Validation of the cell cycle progression score to differentiate indolent from aggressive prostate cancer in men diagnosed through transurethral resection of the prostate biopsy.

BACKGROUND: Validation of biomarker-based prognostic models to improve risk stratification in men with localized prostate cancer (PrCa) remains a clinical need. It has previously been shown that the cell cycle progression (CCP) test provides significant, independent prognostic information for men who were incidentally diagnosed with PrCa after transurethral resection of the prostate (TURP) and were conservatively managed. AIM: The results have been extended in a newly analyzed retrospective cohort of UK men diagnosed through TURP biopsy (TURP1B; N = 305). METHODS AND RESULTS: The CCP score was derived from TURP biopsy tissue and combined with a modified UCSF Cancer of the Prostate Risk Assessment score (CAPRA) to generate the clinical cell-cycle risk score (CCR). The primary endpoint was PrCa-specific mortality (PSM). Hazard ratios (HR) were calculated for a one-unit change in score. Median follow-up was 9.6 (IQR: 5.4, 14.1) years, and 67 (22%) men died from PrCa within 10 years of diagnosis. The median CCP score was 1.1 (IQR: 0.6, 1.7). In univariate analyses, CCR proved a significant prognosticator of PSM (HR per unit score change = 2.28; 95% CI: 1.89, 2.74; P = 1.0 × 10-19 ). In multivariate analyses, CCR remained a significant prognosticator of PSM after adjusting for CAPRA (HR per unit score change = 4.36; 95% CI: 2.65, 7.16; P = 1.3 × 10-8 ), indicating that its molecular component, CCP, provides significant, independent prognostic information. CONCLUSION: These findings validate a combined clinicopathologic and molecular prognostic model for conservatively managed men who are diagnosed through TURP, supporting the use of CCR to inform clinical management.

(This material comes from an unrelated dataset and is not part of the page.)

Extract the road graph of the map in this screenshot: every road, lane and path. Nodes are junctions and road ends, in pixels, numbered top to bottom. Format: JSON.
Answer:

Personalizing Localized Prostate Cancer: Validation of a Combined Clinical Cell-cycle Risk (CCR) Score Threshold for Prognosticating Benefit From Multimodality Therapy.

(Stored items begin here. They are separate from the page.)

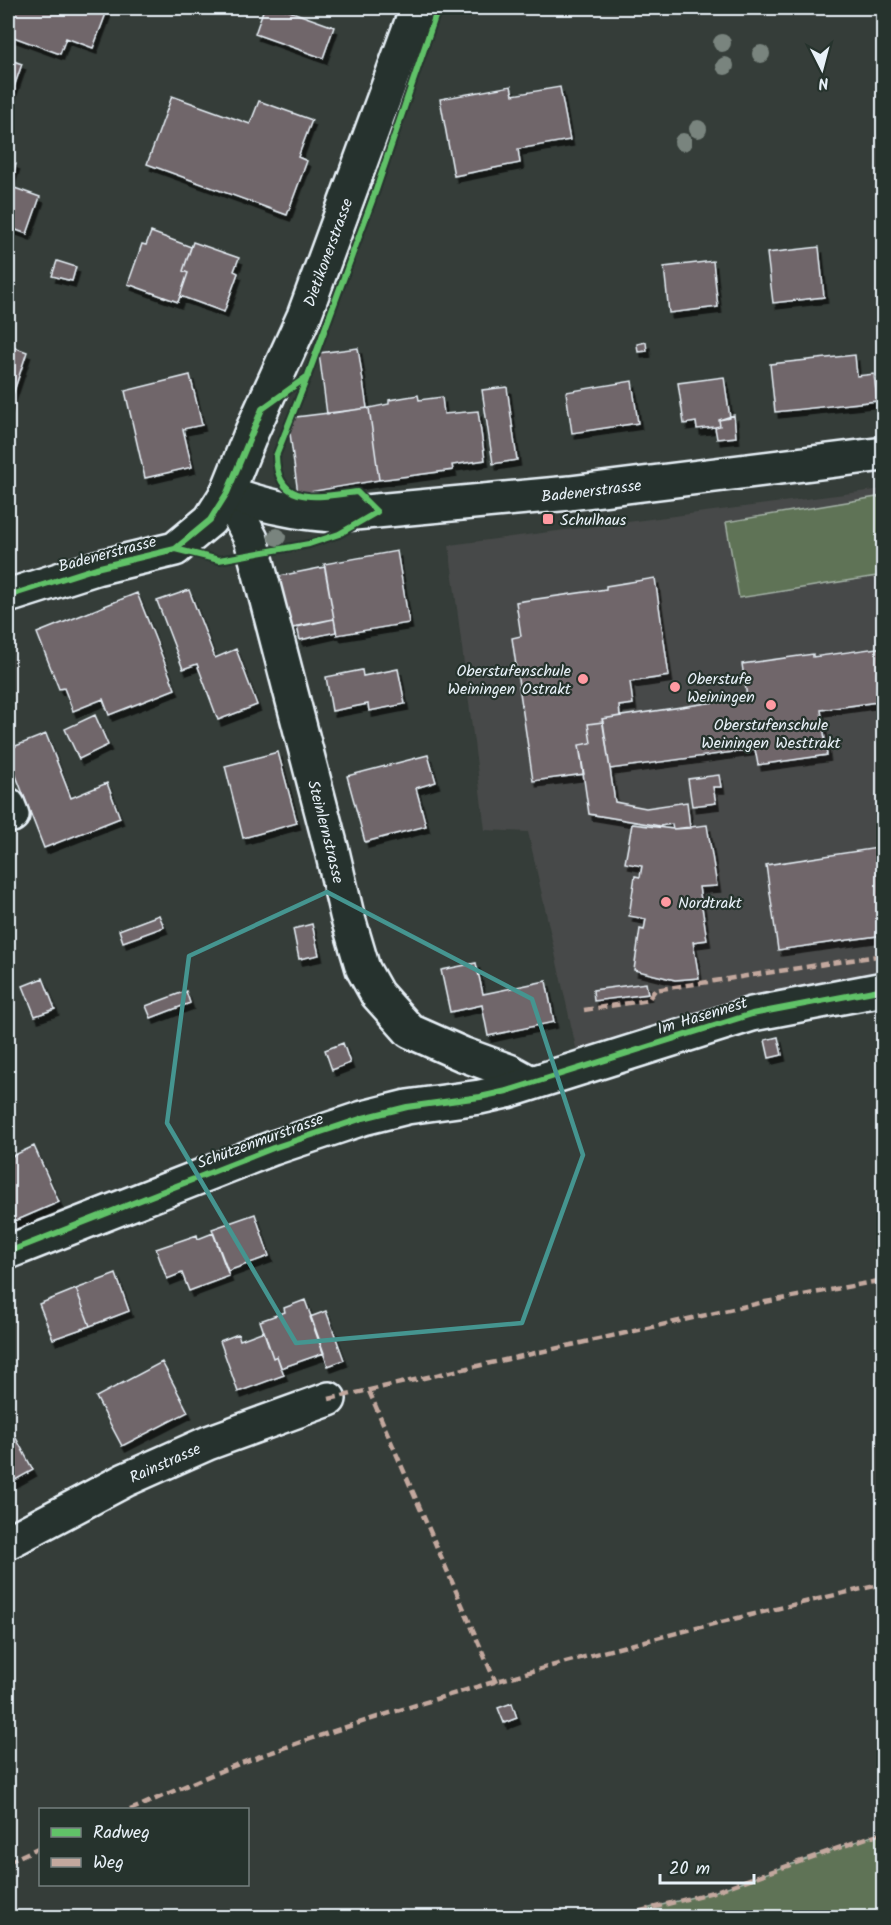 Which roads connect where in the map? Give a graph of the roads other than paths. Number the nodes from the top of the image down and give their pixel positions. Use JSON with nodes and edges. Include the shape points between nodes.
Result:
{"nodes":[{"id":1,"x":417,"y":8,"type":"edge"},
{"id":2,"x":884,"y":454,"type":"edge"},
{"id":3,"x":228,"y":493,"type":"junction"},
{"id":4,"x":8,"y":596,"type":"edge"},
{"id":5,"x":884,"y":989,"type":"edge"},
{"id":6,"x":531,"y":1083,"type":"junction"},
{"id":7,"x":8,"y":1252,"type":"edge"},
{"id":8,"x":329,"y":1400,"type":"dead end"},
{"id":9,"x":8,"y":1542,"type":"edge"}],
"edges":[{"from":1,"to":3,"type":"street","name":"Dietikonerstrasse","via":[[304,316]]},
{"from":2,"to":3,"type":"street","name":"Badenerstrasse","via":[[570,493],[333,515],[268,506]]},
{"from":3,"to":4,"type":"street","name":"Badenerstrasse","via":[[210,520],[175,549],[96,568]]},
{"from":3,"to":6,"type":"street","name":"Steinlernstrasse","via":[[251,539],[363,969],[377,994],[410,1031]]},
{"from":5,"to":6,"type":"street","name":"Im Hasennest","via":[[752,1014]]},
{"from":6,"to":7,"type":"street","name":"Schützenmurstrasse","via":[[480,1097],[407,1107],[363,1118],[273,1148]]},
{"from":8,"to":9,"type":"street","name":"Rainstrasse","via":[[208,1443],[125,1480]]}]} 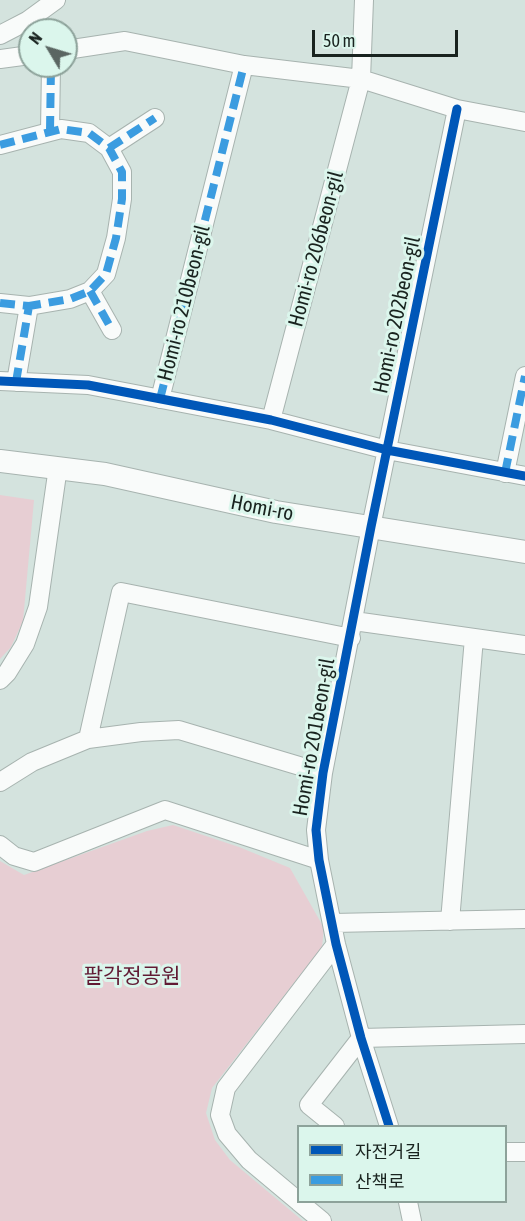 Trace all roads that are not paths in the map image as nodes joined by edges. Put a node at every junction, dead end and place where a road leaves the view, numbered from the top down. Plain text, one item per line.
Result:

INTRODUCTION: The combined clinical cell-cycle risk (CCR) score is a validated model that combines the cell-cycle progression (CCP) score with the University of California San Francisco Cancer of the Prostate Risk Assessment (CAPRA) score. This score determines the risk of progressive disease for men with prostate cancer. Here, we further validate the prognostic ability of the CCR score and evaluate its ability to help determine which patients may safely forgo multimodality therapy. PATIENTS AND METHODS: We evaluated the CCR and a CCR-based multimodality threshold (2.112) in a retrospective, multi-institutional cohort of men with National Comprehensive Cancer Network intermediate- or high-risk localized disease (N = 718). These men received single or multimodality therapy (androgen deprivation with radiation [RT], or surgery with adjuvant RT or hormones). RESULTS: CCR score prognosticated metastasis for single-modality therapy, as a continuous variable (hazard ratio, 3.97; 95% confidence interval [CI], 2.61-6.06) and when dichotomized at the threshold (hazard ratio, 15.90; 95% CI, 5.43-46.52). The 10-year Kaplan-Meier risk for those receiving single-modality (RT or surgical) therapy with CCR scores below and above the threshold for single-modality treatment was 4.3% (95% CI, 1.0%-17.1%) and 20.4% (95% CI, 13.2%-30.7%), respectively. Using the threshold, 27% of men with newly diagnosed high-risk and 73% with unfavorable intermediate-risk disease could avoid multimodality therapy. CONCLUSIONS: Patients with CCR scores below the multimodality threshold (2.112) may safely forgo multimodality therapy. The CCR score can be used as a decision aid to counsel men whether or not single-modality therapy would be sufficient for their intermediate- or high-risk prostate cancer.